Westmount Mall, also referred to as Westmount Commons or Westmount Shopping Centre, is a shopping centre located in London, Ontario. It is located at 785 Wonderland Road South at the northwest corner of Wonderland Road and Viscount Road.

==History==

Westmount Mall's first phase opened initially in 1971 with 15 stores, including a Dominion grocery store as the anchor.

In 1973, the mall expanded, adding about 50 additional retailers, with Horizon as the main anchor. It was at that time the largest mall in Southwestern Ontario.

In 1978, Horizon was closed and converted into an Eaton's department store.

The mall was completely rebuilt as a two-storey mall, with underground parking and over 160 retailers. Construction began in 1987 and was finished in 1989.

In the early 2000s, a bus stop was added by the London Transit Commission, which services the following routes: 7, 10, 15 and 24.

By 1999-2000, Eaton's was converted into a Sears department store.

By the mid to late 2000s, Westmount's fortunes experienced a slump. The vacancy rate in the mall took a sharp increase as 40 stores slowly left the mall.

===Recent years===

In 2018, following the closure of Westmount's department store anchor, Sears Canada, the mall was bought for $31.5 million by a Toronto real estate investment firm. KingSett Capital, with partner McCOR Management, purchased the property from Penretail Management in February. The firm has planned to re-brand the mall and announce new anchor tenants and mixed-use developments.

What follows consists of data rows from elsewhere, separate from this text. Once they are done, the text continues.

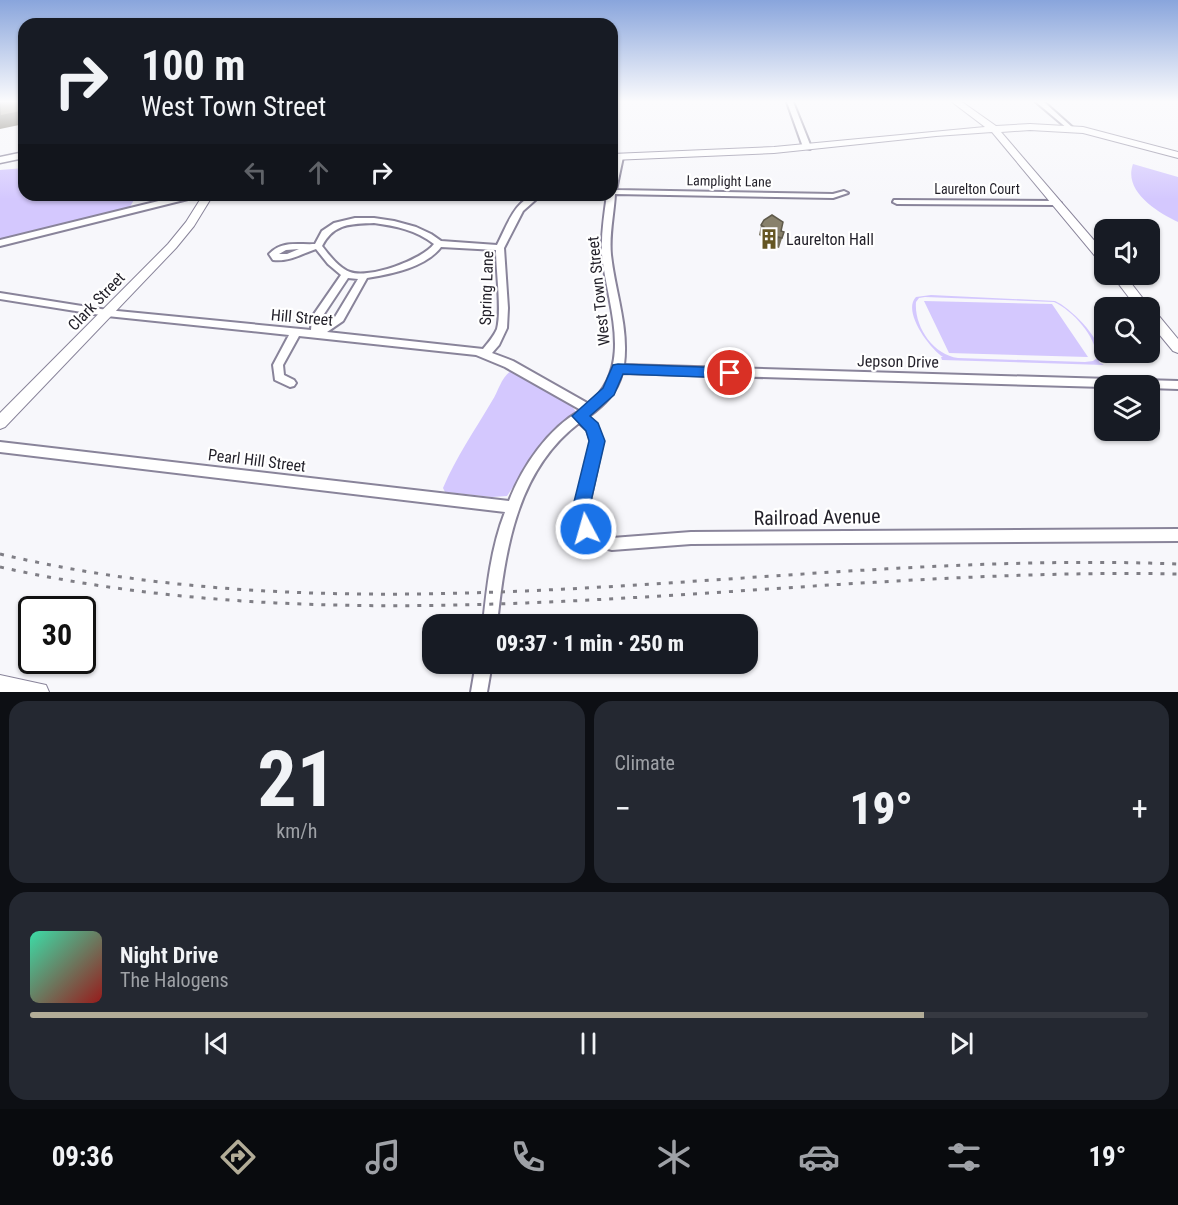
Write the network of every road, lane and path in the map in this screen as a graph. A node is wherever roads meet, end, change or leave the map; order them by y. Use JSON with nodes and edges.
{"nodes":[{"id":1,"x":802,"y":134,"type":"edge"},
{"id":2,"x":931,"y":134,"type":"edge"},
{"id":3,"x":998,"y":134,"type":"edge"},
{"id":4,"x":1101,"y":134,"type":"edge"},
{"id":5,"x":807,"y":147,"type":"junction"},
{"id":6,"x":1178,"y":155,"type":"edge"},
{"id":7,"x":18,"y":156,"type":"edge"},
{"id":8,"x":618,"y":157,"type":"edge"},
{"id":9,"x":0,"y":160,"type":"edge"},
{"id":10,"x":618,"y":193,"type":"edge"},
{"id":11,"x":844,"y":193,"type":"dead end"},
{"id":12,"x":169,"y":201,"type":"edge"},
{"id":13,"x":204,"y":201,"type":"edge"},
{"id":14,"x":530,"y":201,"type":"edge"},
{"id":15,"x":611,"y":201,"type":"edge"},
{"id":16,"x":897,"y":202,"type":"dead end"},
{"id":17,"x":1057,"y":202,"type":"junction"},
{"id":18,"x":0,"y":243,"type":"edge"},
{"id":19,"x":439,"y":244,"type":"junction"},
{"id":20,"x":1094,"y":247,"type":"edge"},
{"id":21,"x":500,"y":248,"type":"junction"},
{"id":22,"x":346,"y":274,"type":"junction"},
{"id":23,"x":364,"y":276,"type":"junction"},
{"id":24,"x":1126,"y":285,"type":"edge"},
{"id":25,"x":0,"y":296,"type":"edge"},
{"id":26,"x":1135,"y":297,"type":"edge"},
{"id":27,"x":107,"y":313,"type":"junction"},
{"id":28,"x":1160,"y":326,"type":"edge"},
{"id":29,"x":296,"y":332,"type":"junction"},
{"id":30,"x":316,"y":334,"type":"junction"},
{"id":31,"x":1178,"y":348,"type":"edge"},
{"id":32,"x":486,"y":353,"type":"junction"},
{"id":33,"x":618,"y":369,"type":"junction"},
{"id":34,"x":290,"y":383,"type":"dead end"},
{"id":35,"x":1178,"y":385,"type":"edge"},
{"id":36,"x":584,"y":412,"type":"junction"},
{"id":37,"x":0,"y":423,"type":"edge"},
{"id":38,"x":0,"y":447,"type":"edge"},
{"id":39,"x":511,"y":507,"type":"junction"},
{"id":40,"x":1178,"y":535,"type":"edge"},
{"id":41,"x":491,"y":614,"type":"edge"},
{"id":42,"x":482,"y":674,"type":"edge"},
{"id":43,"x":0,"y":685,"type":"edge"},
{"id":44,"x":39,"y":692,"type":"edge"},
{"id":45,"x":479,"y":692,"type":"edge"}],
"edges":[{"from":1,"to":5,"type":"street"},
{"from":2,"to":5,"type":"main road"},
{"from":3,"to":17,"type":"main road"},
{"from":4,"to":6,"type":"main road"},
{"from":5,"to":8,"type":"main road"},
{"from":7,"to":9,"type":"main road"},
{"from":10,"to":11,"type":"street","name":"Lamplight Lane"},
{"from":12,"to":18,"type":"street"},
{"from":13,"to":27,"type":"main road","name":"Clark Street"},
{"from":14,"to":21,"type":"street","name":"Spring Lane"},
{"from":15,"to":33,"type":"street","name":"West Town Street"},
{"from":16,"to":17,"type":"street","name":"Laurelton Court"},
{"from":17,"to":20,"type":"main road"},
{"from":19,"to":21,"type":"street"},
{"from":19,"to":22,"type":"street"},
{"from":19,"to":23,"type":"street"},
{"from":21,"to":32,"type":"street","name":"Spring Lane"},
{"from":22,"to":23,"type":"street"},
{"from":22,"to":30,"type":"street"},
{"from":23,"to":30,"type":"street"},
{"from":24,"to":26,"type":"main road"},
{"from":25,"to":27,"type":"street","name":"Hill Street"},
{"from":27,"to":29,"type":"street","name":"Hill Street"},
{"from":27,"to":37,"type":"main road","name":"Clark Street"},
{"from":28,"to":31,"type":"main road"},
{"from":29,"to":30,"type":"street","name":"Hill Street"},
{"from":29,"to":34,"type":"street"},
{"from":30,"to":32,"type":"street","name":"Hill Street"},
{"from":32,"to":36,"type":"street","name":"Hill Street"},
{"from":33,"to":35,"type":"street","name":"Jepson Drive"},
{"from":33,"to":36,"type":"street","name":"West Town Street"},
{"from":36,"to":39,"type":"street","name":"West Town Street"},
{"from":36,"to":40,"type":"street","name":"Railroad Avenue"},
{"from":38,"to":39,"type":"street","name":"Pearl Hill Street"},
{"from":39,"to":41,"type":"street","name":"West Town Street"},
{"from":42,"to":45,"type":"street"},
{"from":43,"to":44,"type":"main road"}]}
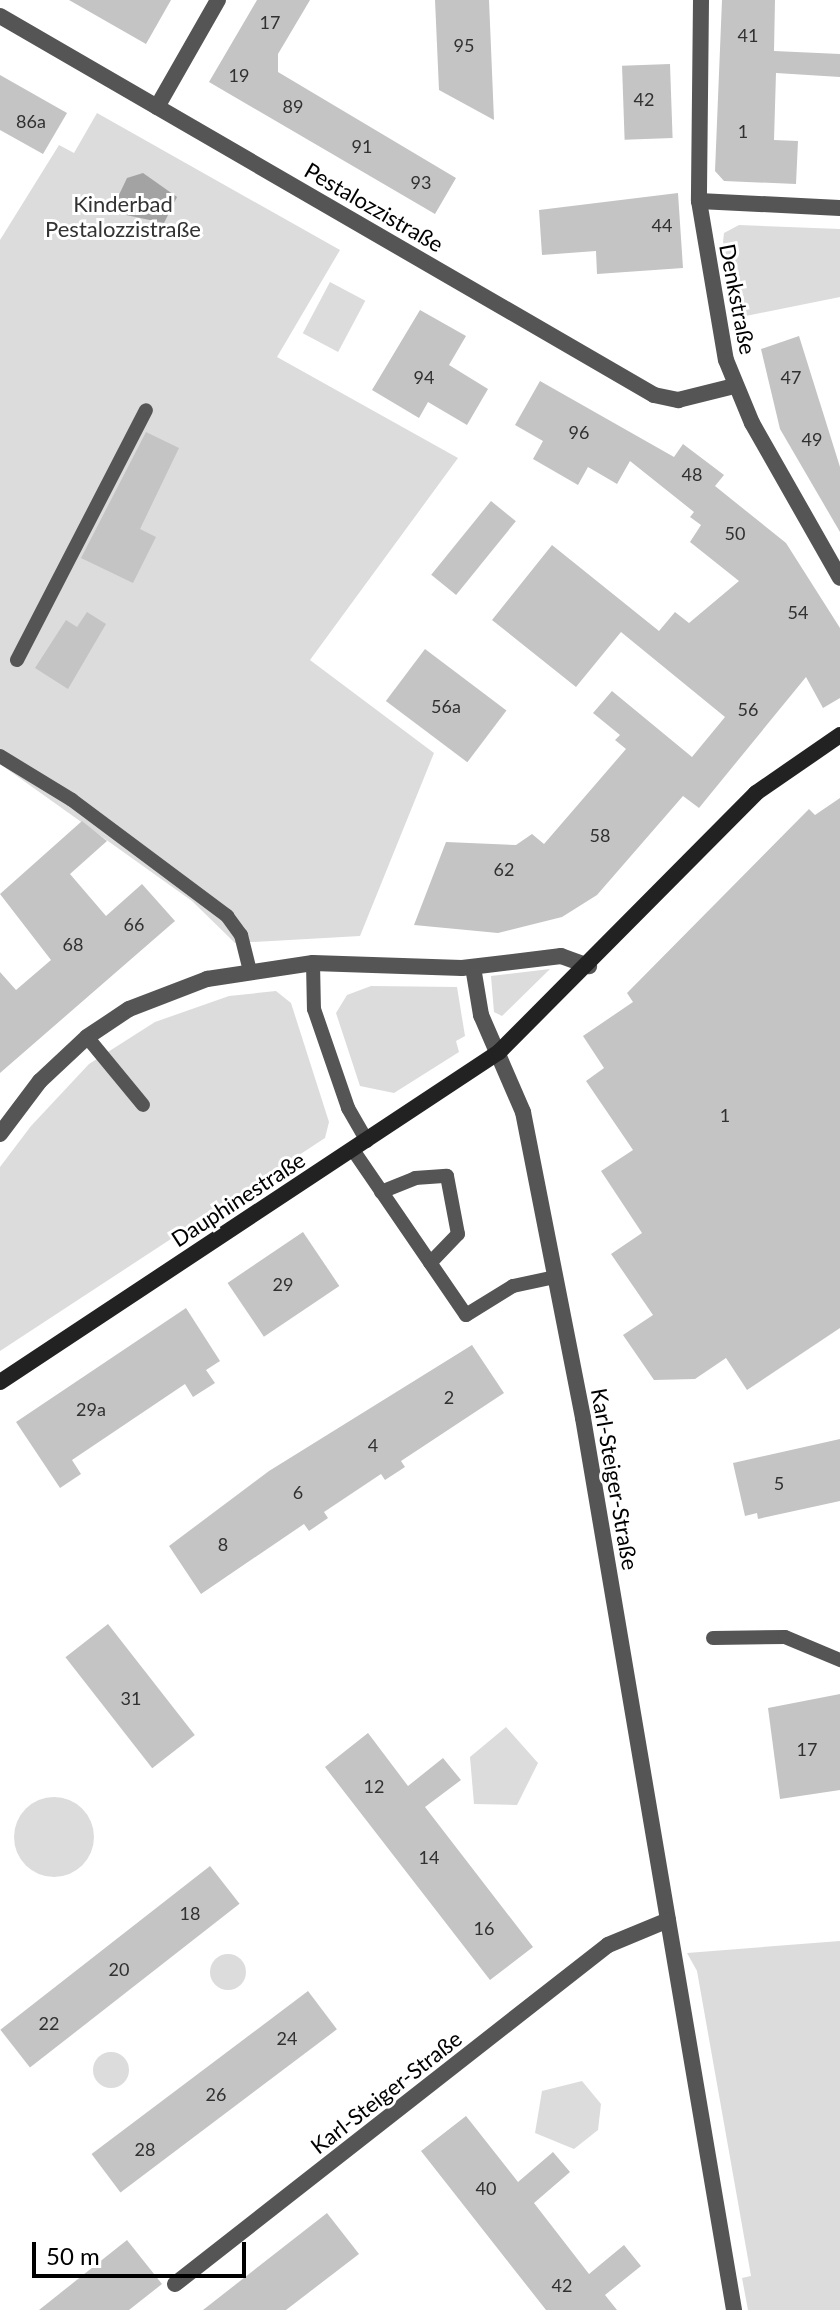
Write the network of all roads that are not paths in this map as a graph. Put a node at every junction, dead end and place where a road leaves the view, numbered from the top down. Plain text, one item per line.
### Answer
1 (218, 0) edge
2 (701, 0) edge
3 (0, 16) edge
4 (157, 107) junction
5 (699, 201) junction
6 (840, 208) edge
7 (734, 386) junction
8 (146, 410) dead end
9 (840, 578) edge
10 (17, 660) dead end
11 (840, 735) edge
12 (0, 756) edge
13 (313, 963) junction
14 (589, 966) junction
15 (473, 967) junction
16 (250, 970) junction
17 (87, 1037) junction
18 (499, 1052) junction
19 (143, 1105) dead end
20 (0, 1134) edge
21 (360, 1146) junction
22 (381, 1192) junction
23 (430, 1263) junction
24 (555, 1277) junction
25 (0, 1382) edge
26 (713, 1638) dead end
27 (840, 1660) edge
28 (668, 1920) junction
29 (175, 2284) dead end
30 (734, 2310) edge

1 - 4 street
2 - 5 street, Denkstraße
3 - 4 street, Pestalozzistraße
4 - 7 street, Pestalozzistraße
5 - 6 street
5 - 7 street, Denkstraße
7 - 9 street, Denkstraße
8 - 10 lane
11 - 14 main road, Dauphinestraße
12 - 16 lane
13 - 15 street
13 - 16 street
13 - 21 lane
14 - 15 street
14 - 18 main road, Dauphinestraße
15 - 18 street
16 - 17 street
17 - 19 lane
17 - 20 street
18 - 21 main road, Dauphinestraße
18 - 24 street, Karl-Steiger-Straße
21 - 22 lane
21 - 25 main road, Dauphinestraße
22 - 23 lane
22 - 23 lane
23 - 24 lane
24 - 28 street, Karl-Steiger-Straße
26 - 27 lane
28 - 29 street, Karl-Steiger-Straße
28 - 30 street, Karl-Steiger-Straße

In September 2018, an announcement regarding the former Target store was made, indicating it would be converted to both a "Fit 4 Less" (GoodLife Fitness) gym and office spaces. Target, which had replaced the Zellers store in the mall, closed in 2015.

The mall uses the names Westmount Shopping Centre and Westmount Commons interchangeably.

In 2022, Dollarama opened at the mall. In 2023, reptile zoo Reptilia opened at the mall. An Urban Planet and a Cineplex Odeon movie theatre still operate at Westmount, along with several restaurants located inside and outside of the main mall complex. Superking Supermarket, which replaced the A&P, is also open at the mall.

In 2025, Farhi Holdings Corporation purchased the mall. It was proposed that it could become a mixed-use property, with professional office spaces, medical facilities, and residential towers.